Blog dla rodziców nie tylko małych dzieci

Blog dla rodziców nie tylko małych dzieci

5 porad jak usamodzielnić dziecko

W telewizji od jakiegoś czasu można zobaczyć reklamę znanego serka dla dzieci. Po reklamie można by wnioskować, że jego zjedzenie dodaje dziecku odwagi i chęci do „bycia samodzielnym”.  Nagle nasz maluch chce sam się ubierać, piec ciasto, czy szusować na dwóch, a nie czterech kółkach. Jednym słowem, samodzielność to teraz jego drugie imię!

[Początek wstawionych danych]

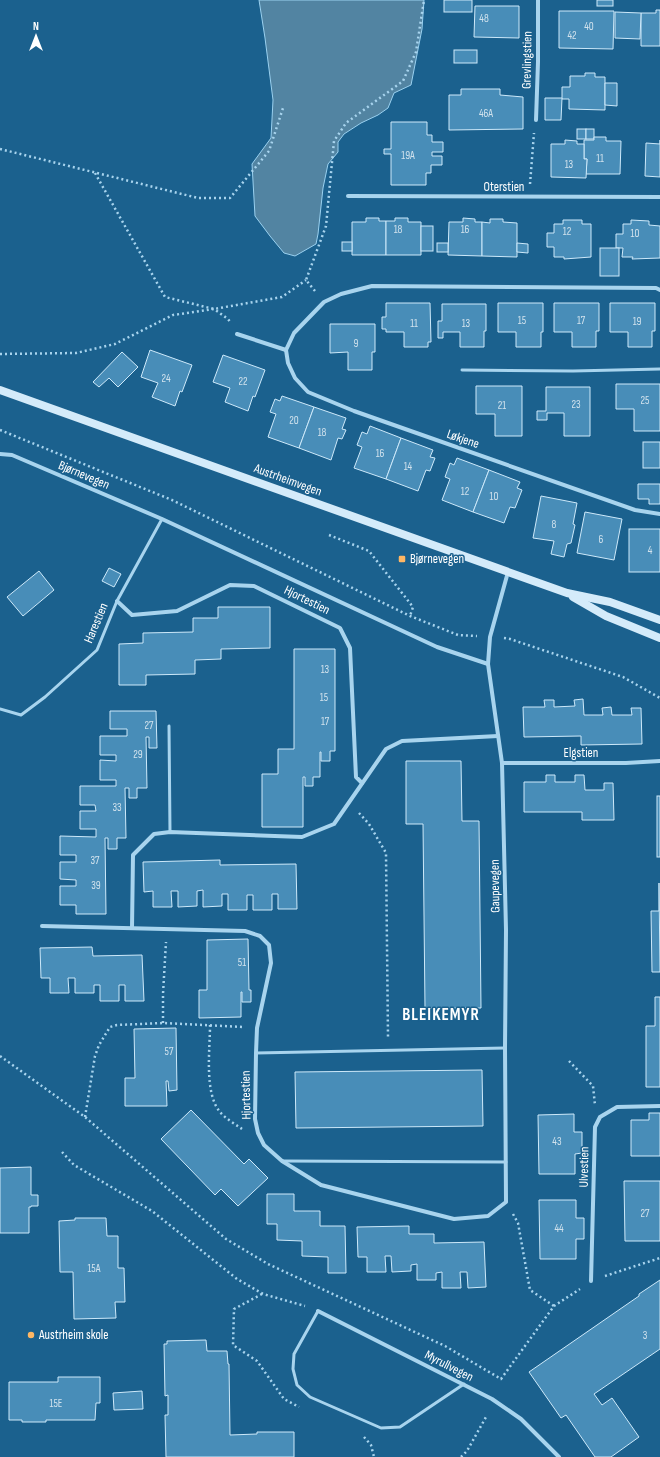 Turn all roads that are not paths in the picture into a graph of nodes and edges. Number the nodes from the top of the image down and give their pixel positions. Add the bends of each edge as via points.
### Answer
1 (538, 0) edge
2 (536, 120) road end
3 (348, 196) dead end
4 (660, 197) edge
5 (660, 290) edge
6 (237, 334) road end
7 (286, 350) junction
8 (660, 369) edge
9 (462, 370) dead end
10 (0, 390) edge
11 (0, 454) edge
12 (660, 514) edge
13 (162, 518) junction
14 (508, 572) junction
15 (567, 593) junction
16 (117, 601) junction
17 (660, 620) edge
18 (660, 638) edge
19 (488, 664) junction
20 (0, 709) edge
21 (169, 726) dead end
22 (498, 736) junction
23 (660, 761) edge
24 (502, 763) junction
25 (362, 783) junction
26 (170, 832) junction
27 (42, 926) dead end
28 (132, 928) junction
29 (505, 1048) junction
30 (256, 1053) junction
31 (660, 1106) edge
32 (282, 1161) junction
33 (506, 1162) junction
34 (506, 1202) joint
35 (592, 1281) road end
36 (318, 1311) joint
37 (464, 1384) junction
38 (559, 1457) edge

1 - 2 street, Grevlingstien
3 - 4 street, Oterstien
5 - 7 street via 372,286 341,294 324,302 294,333
6 - 7 street
7 - 12 street, Løkjene via 295,378 308,392 354,411 634,510
8 - 9 lane
10 - 14 main road, Austrheimvegen
11 - 13 street, Bjørnevegen via 12,454
13 - 16 lane, Harestien
13 - 19 street, Bjørnevegen via 437,647
14 - 15 main road, Austrheimvegen
14 - 19 street, Gaupevegen via 490,637
15 - 17 main road, Austrheimvegen via 610,602
15 - 18 main road, Austrheimvegen via 606,616
16 - 20 lane, Harestien via 97,650 21,715
16 - 25 street, Hjortestien via 132,615 177,611 230,584 254,586 340,628 350,648 356,777
19 - 22 street, Gaupevegen
21 - 26 lane
22 - 24 street, Gaupevegen
22 - 25 street via 402,740 386,749
23 - 24 street, Elgstien
24 - 29 street, Gaupevegen via 506,930
25 - 26 street via 334,824 302,837
26 - 28 street via 154,834 133,855
27 - 28 street, Hjortestien
28 - 30 street, Hjortestien via 245,932 260,936 269,945 271,962 257,1028
29 - 30 lane
29 - 33 street, Gaupevegen
30 - 32 street, Hjortestien via 255,1119 258,1133 264,1145
31 - 35 street, Ulvestien via 617,1107 600,1117 595,1127
32 - 33 lane
32 - 34 street, Hjortestien via 321,1184 454,1219 488,1216
33 - 34 street, Gaupevegen
36 - 37 street, Myrullvegen
36 - 37 lane via 294,1354 293,1369 297,1385 310,1397 381,1428 400,1427
37 - 38 street, Myrullvegen via 522,1419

Fajnie by było, gdyby na rynku pojawiły się produkty dodające ludziom odwagi, siły, stanowczości, a może nawet inteligencji! To by był prawdziwy hit! Ale póki co, każdy z nas musi to sobie sam wypracować. I to najlepiej od najmłodszych lat. Dlatego tak ważna jest rola rodzica, która powinna polegać nie tylko na zapewnienia dziecku dachu nad głową, pełnego talerza i pokoju pełnego zabawek. Bardzo ważne jest spędzenie z nim czasu, wspólna zabawa, rozmowa, tłumaczenie, pokazywanie jak radzić sobie z emocjami, jak zachować się w danej sytuacji..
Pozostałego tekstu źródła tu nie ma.